What you need to do:
Beneath this line are the data; copy exactly the part of them that opens with the line containing "index pip: (199, 65)" and closes with the line containing "thumb mcp: (390, 178)", and only that part.

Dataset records
····················
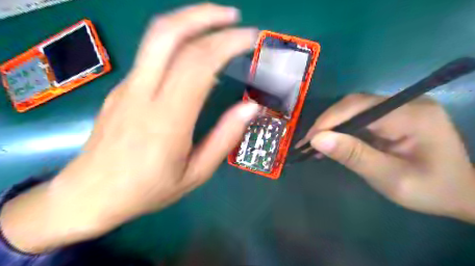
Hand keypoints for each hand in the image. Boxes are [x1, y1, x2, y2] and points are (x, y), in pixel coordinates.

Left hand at [0, 3, 259, 252]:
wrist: (90, 195)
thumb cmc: (147, 190)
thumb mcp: (195, 173)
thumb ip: (225, 138)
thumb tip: (251, 108)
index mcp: (167, 120)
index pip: (199, 65)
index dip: (228, 44)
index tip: (251, 39)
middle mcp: (143, 94)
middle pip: (169, 34)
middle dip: (206, 16)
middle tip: (235, 17)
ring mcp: (127, 87)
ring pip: (156, 37)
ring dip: (190, 20)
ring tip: (218, 23)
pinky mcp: (121, 88)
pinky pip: (153, 55)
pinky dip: (179, 42)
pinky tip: (196, 53)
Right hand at [298, 94, 474, 221]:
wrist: (462, 193)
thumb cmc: (430, 189)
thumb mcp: (390, 178)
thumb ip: (354, 156)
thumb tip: (316, 140)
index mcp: (411, 115)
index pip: (359, 108)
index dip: (328, 121)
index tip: (308, 141)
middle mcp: (405, 103)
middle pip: (354, 104)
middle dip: (327, 123)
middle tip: (308, 143)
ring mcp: (400, 107)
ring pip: (354, 109)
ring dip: (332, 126)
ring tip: (315, 144)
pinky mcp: (393, 115)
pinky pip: (360, 117)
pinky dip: (342, 129)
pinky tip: (332, 142)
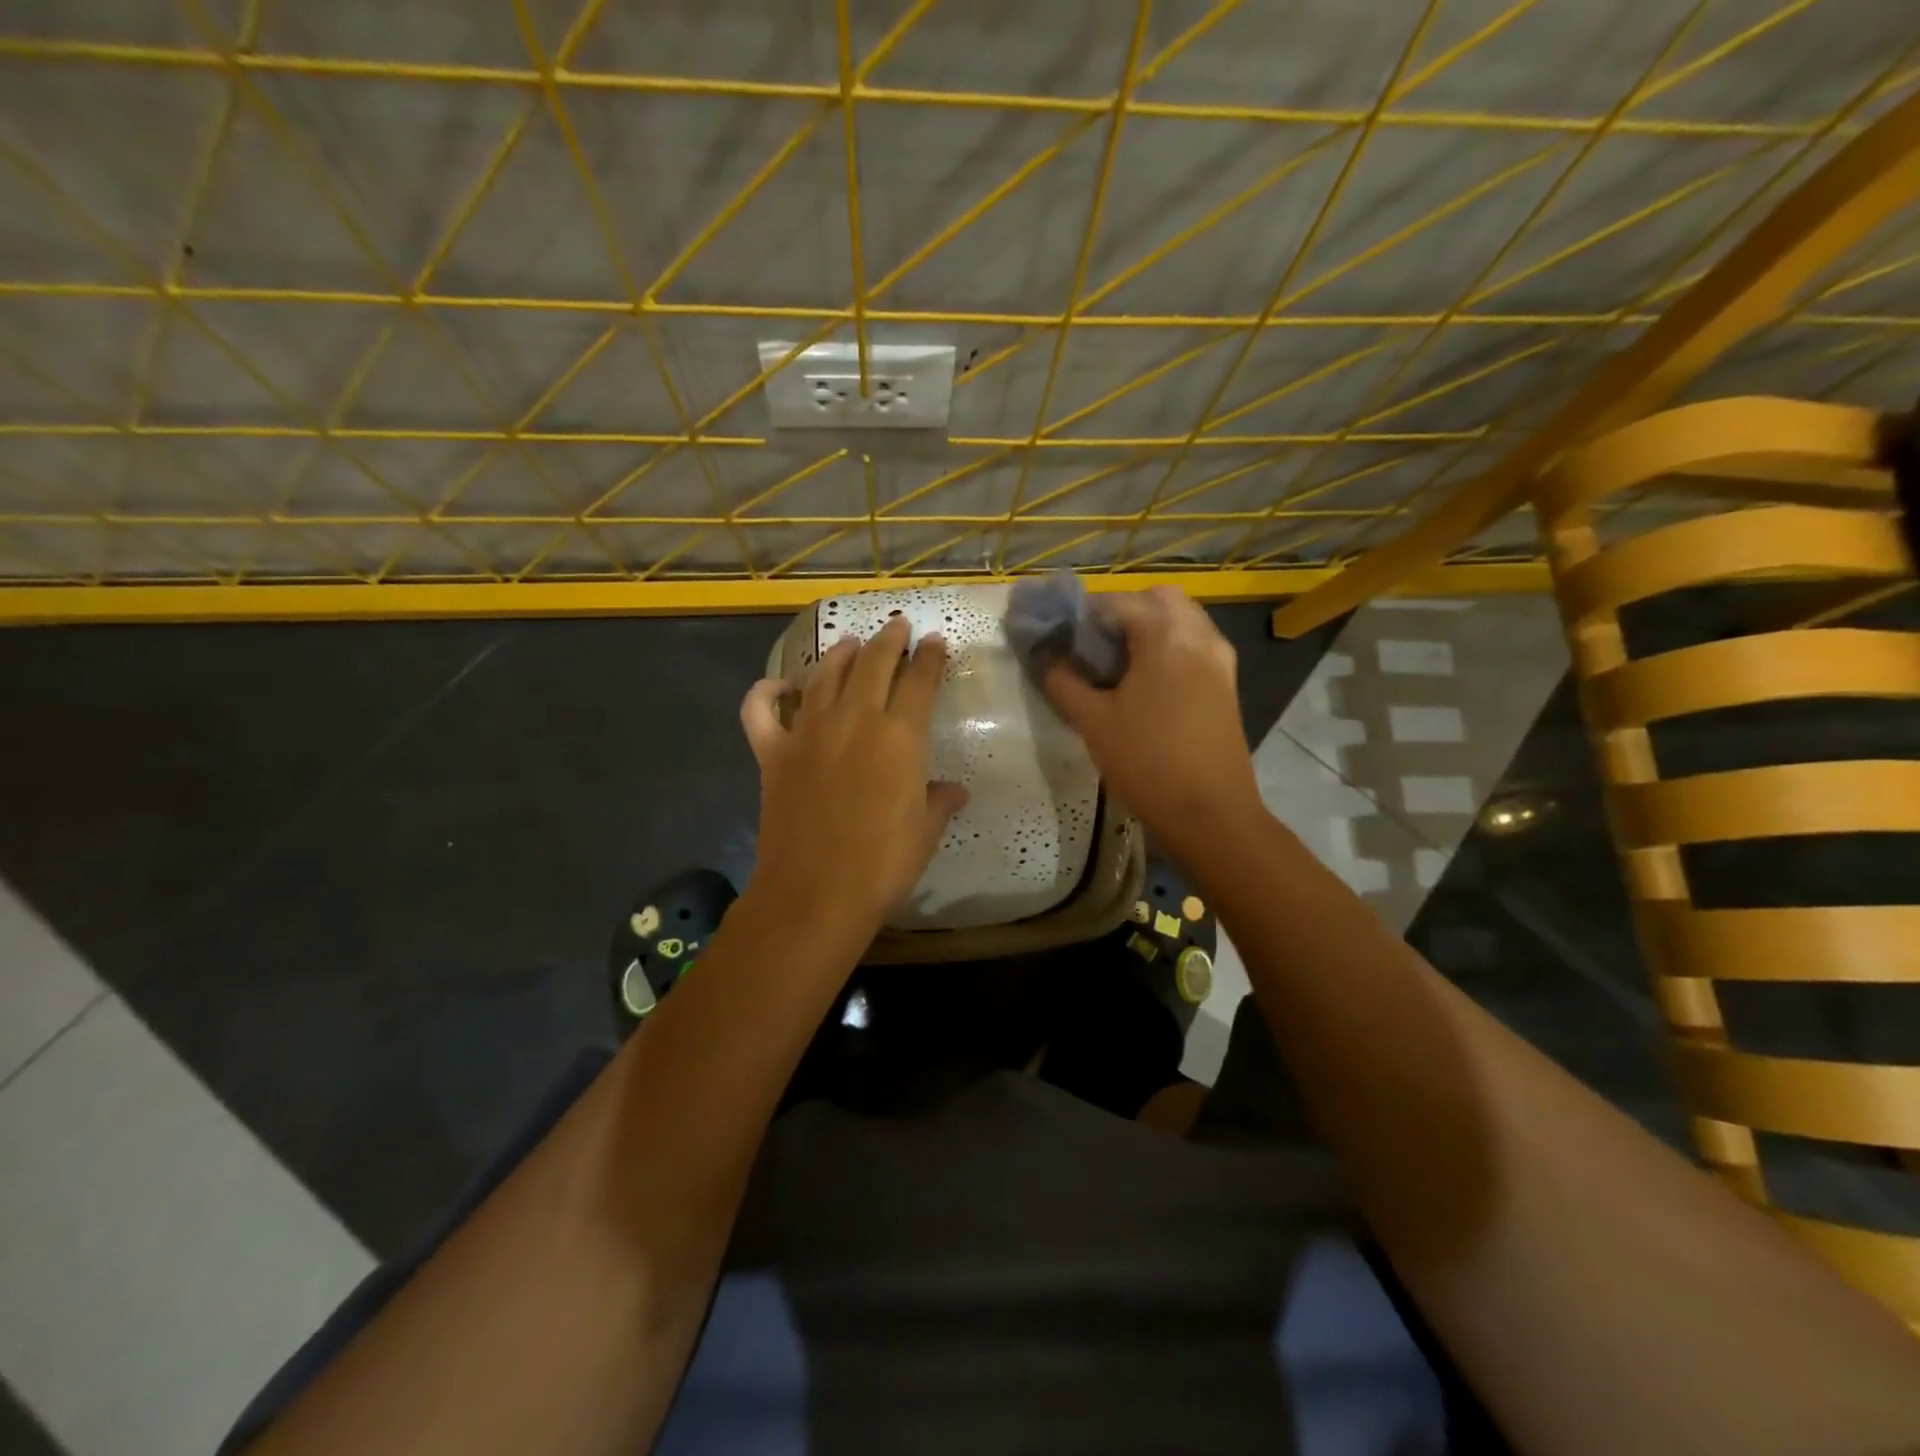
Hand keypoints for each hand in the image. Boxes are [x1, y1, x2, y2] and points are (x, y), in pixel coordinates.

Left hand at [740, 616, 968, 941]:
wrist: (815, 894)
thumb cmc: (882, 865)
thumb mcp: (925, 832)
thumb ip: (940, 801)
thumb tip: (954, 790)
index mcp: (900, 736)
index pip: (920, 680)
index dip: (930, 657)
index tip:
····················
Response to this exercise:
index pip: (199, 65)
index dip: (228, 44)
index tip: (251, 39)
middle mcp: (143, 94)
middle pip: (169, 34)
middle dip: (206, 16)
middle tip: (235, 17)
ring mcp: (127, 87)
ring pip: (156, 37)
ring dip: (190, 20)
ring tip: (218, 23)
pinky mcp: (121, 88)
pinky pip: (153, 55)
pinky dip: (179, 42)
pinky tip: (196, 53)
Right hand at [298, 94, 474, 221]:
wrist: (462, 193)
thumb cmc: (430, 189)
thumb mcp: (390, 178)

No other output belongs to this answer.